____ Supplied information
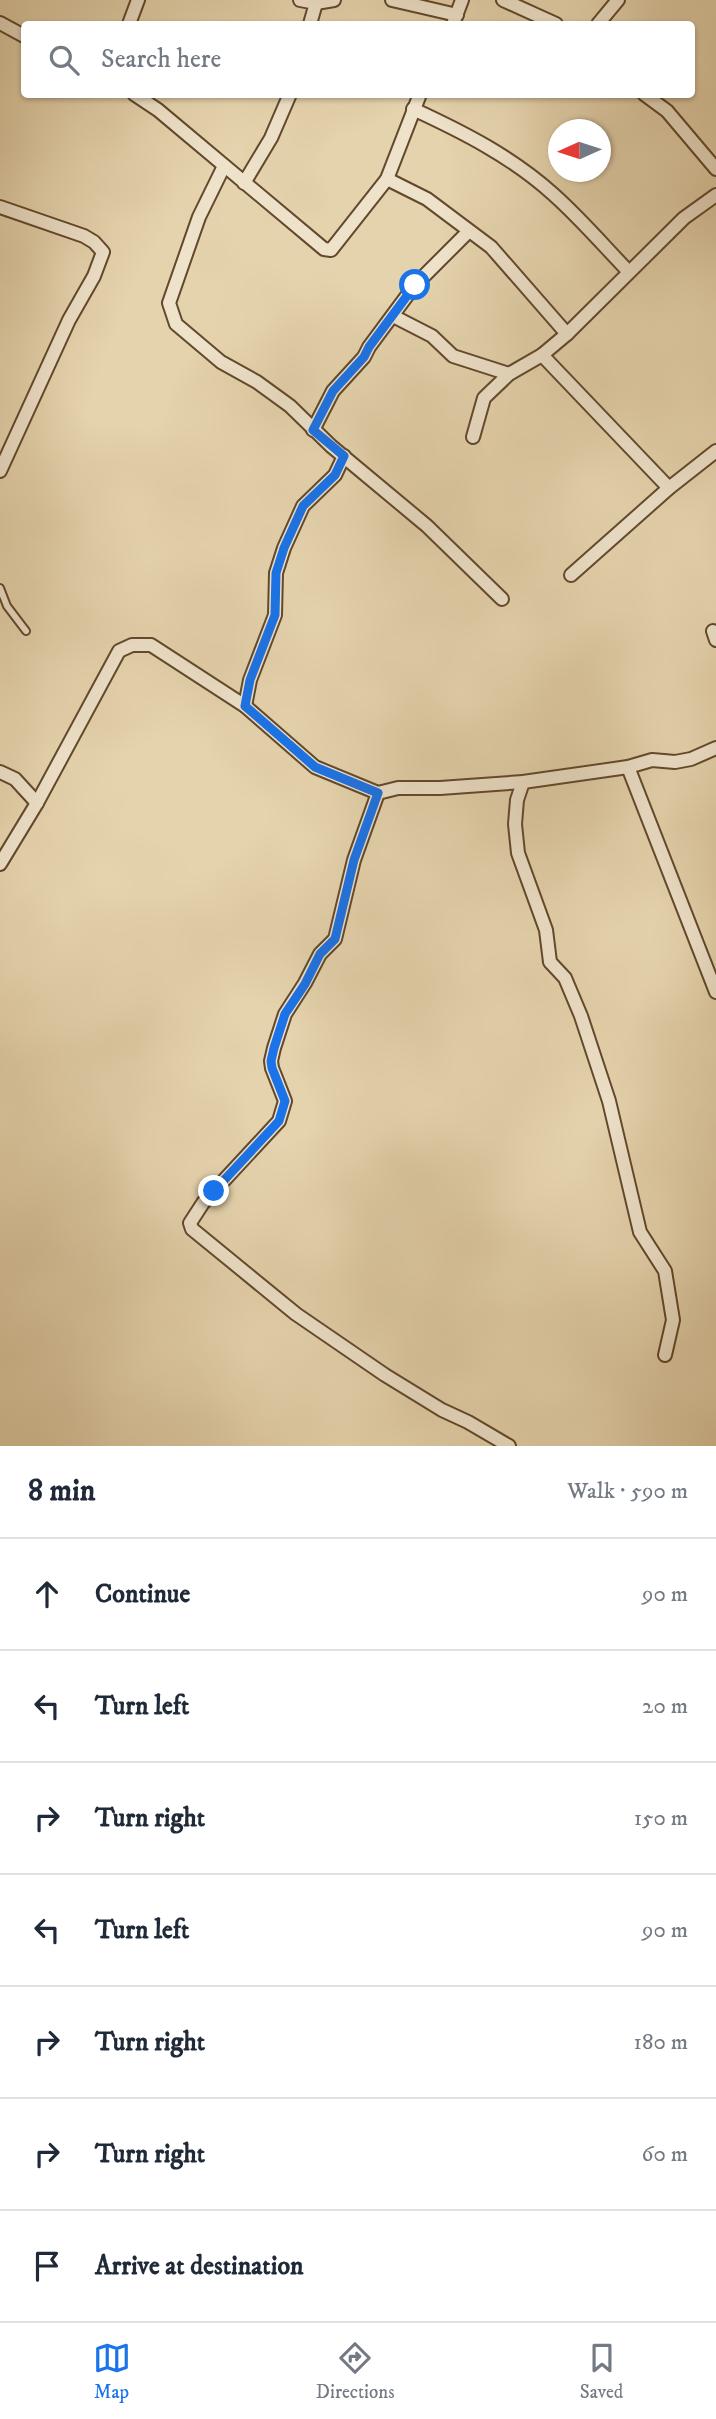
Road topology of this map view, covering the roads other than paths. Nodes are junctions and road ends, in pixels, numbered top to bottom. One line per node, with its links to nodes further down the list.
1 (138, 0): 9 (street)
2 (300, 0): 7 (street)
3 (392, 0): 8 (street)
4 (462, 0): 8 (street)
5 (503, 0): 11 (street)
6 (618, 0): 12 (street)
7 (324, 1): 10 (street)
8 (455, 20)
9 (130, 21)
10 (312, 21)
11 (549, 21)
12 (600, 21)
13 (0, 23): 14 (street)
14 (21, 34)
15 (140, 98): 20 (street)
16 (288, 98): 23 (street)
17 (418, 98): 19 (street)
18 (649, 98): 21 (street)
19 (414, 109): 22 (street); 27 (street)
20 (223, 166): 23 (street); 32 (street)
21 (716, 169)
22 (387, 179): 23 (street); 26 (street)
23 (244, 183)
24 (716, 195): 27 (street)
25 (0, 207): 36 (street)
26 (469, 231): 28 (street); 29 (street)
27 (629, 272): 29 (street)
28 (393, 316): 31 (street); 32 (street)
29 (567, 334): 30 (street)
30 (542, 355): 31 (street); 37 (street)
31 (509, 374): 33 (street)
32 (313, 430): 35 (street)
33 (473, 437)
34 (716, 451): 37 (street)
35 (344, 456): 40 (street); 42 (street)
36 (0, 471)
37 (669, 488): 38 (street)
38 (571, 575)
39 (0, 588): 41 (lane)
40 (502, 599)
41 (26, 631)
42 (245, 706): 47 (street); 48 (street)
43 (716, 748): 44 (street)
44 (628, 767): 46 (street); 50 (street)
45 (0, 772): 48 (street)
46 (523, 782): 47 (street); 51 (street)
47 (378, 793): 52 (street)
48 (37, 803): 49 (street)
49 (0, 864)
50 (716, 992)
51 (665, 1355)
52 (509, 1446)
________
* **What is expected**
Write out every line above exactly, minus images.

* **Exercise result**
Road topology of this map view, covering the roads other than paths. Nodes are junctions and road ends, in pixels, numbered top to bottom. One line per node, with its links to nodes further down the list.
1 (138, 0): 9 (street)
2 (300, 0): 7 (street)
3 (392, 0): 8 (street)
4 (462, 0): 8 (street)
5 (503, 0): 11 (street)
6 (618, 0): 12 (street)
7 (324, 1): 10 (street)
8 (455, 20)
9 (130, 21)
10 (312, 21)
11 (549, 21)
12 (600, 21)
13 (0, 23): 14 (street)
14 (21, 34)
15 (140, 98): 20 (street)
16 (288, 98): 23 (street)
17 (418, 98): 19 (street)
18 (649, 98): 21 (street)
19 (414, 109): 22 (street); 27 (street)
20 (223, 166): 23 (street); 32 (street)
21 (716, 169)
22 (387, 179): 23 (street); 26 (street)
23 (244, 183)
24 (716, 195): 27 (street)
25 (0, 207): 36 (street)
26 (469, 231): 28 (street); 29 (street)
27 (629, 272): 29 (street)
28 (393, 316): 31 (street); 32 (street)
29 (567, 334): 30 (street)
30 (542, 355): 31 (street); 37 (street)
31 (509, 374): 33 (street)
32 (313, 430): 35 (street)
33 (473, 437)
34 (716, 451): 37 (street)
35 (344, 456): 40 (street); 42 (street)
36 (0, 471)
37 (669, 488): 38 (street)
38 (571, 575)
39 (0, 588): 41 (lane)
40 (502, 599)
41 (26, 631)
42 (245, 706): 47 (street); 48 (street)
43 (716, 748): 44 (street)
44 (628, 767): 46 (street); 50 (street)
45 (0, 772): 48 (street)
46 (523, 782): 47 (street); 51 (street)
47 (378, 793): 52 (street)
48 (37, 803): 49 (street)
49 (0, 864)
50 (716, 992)
51 (665, 1355)
52 (509, 1446)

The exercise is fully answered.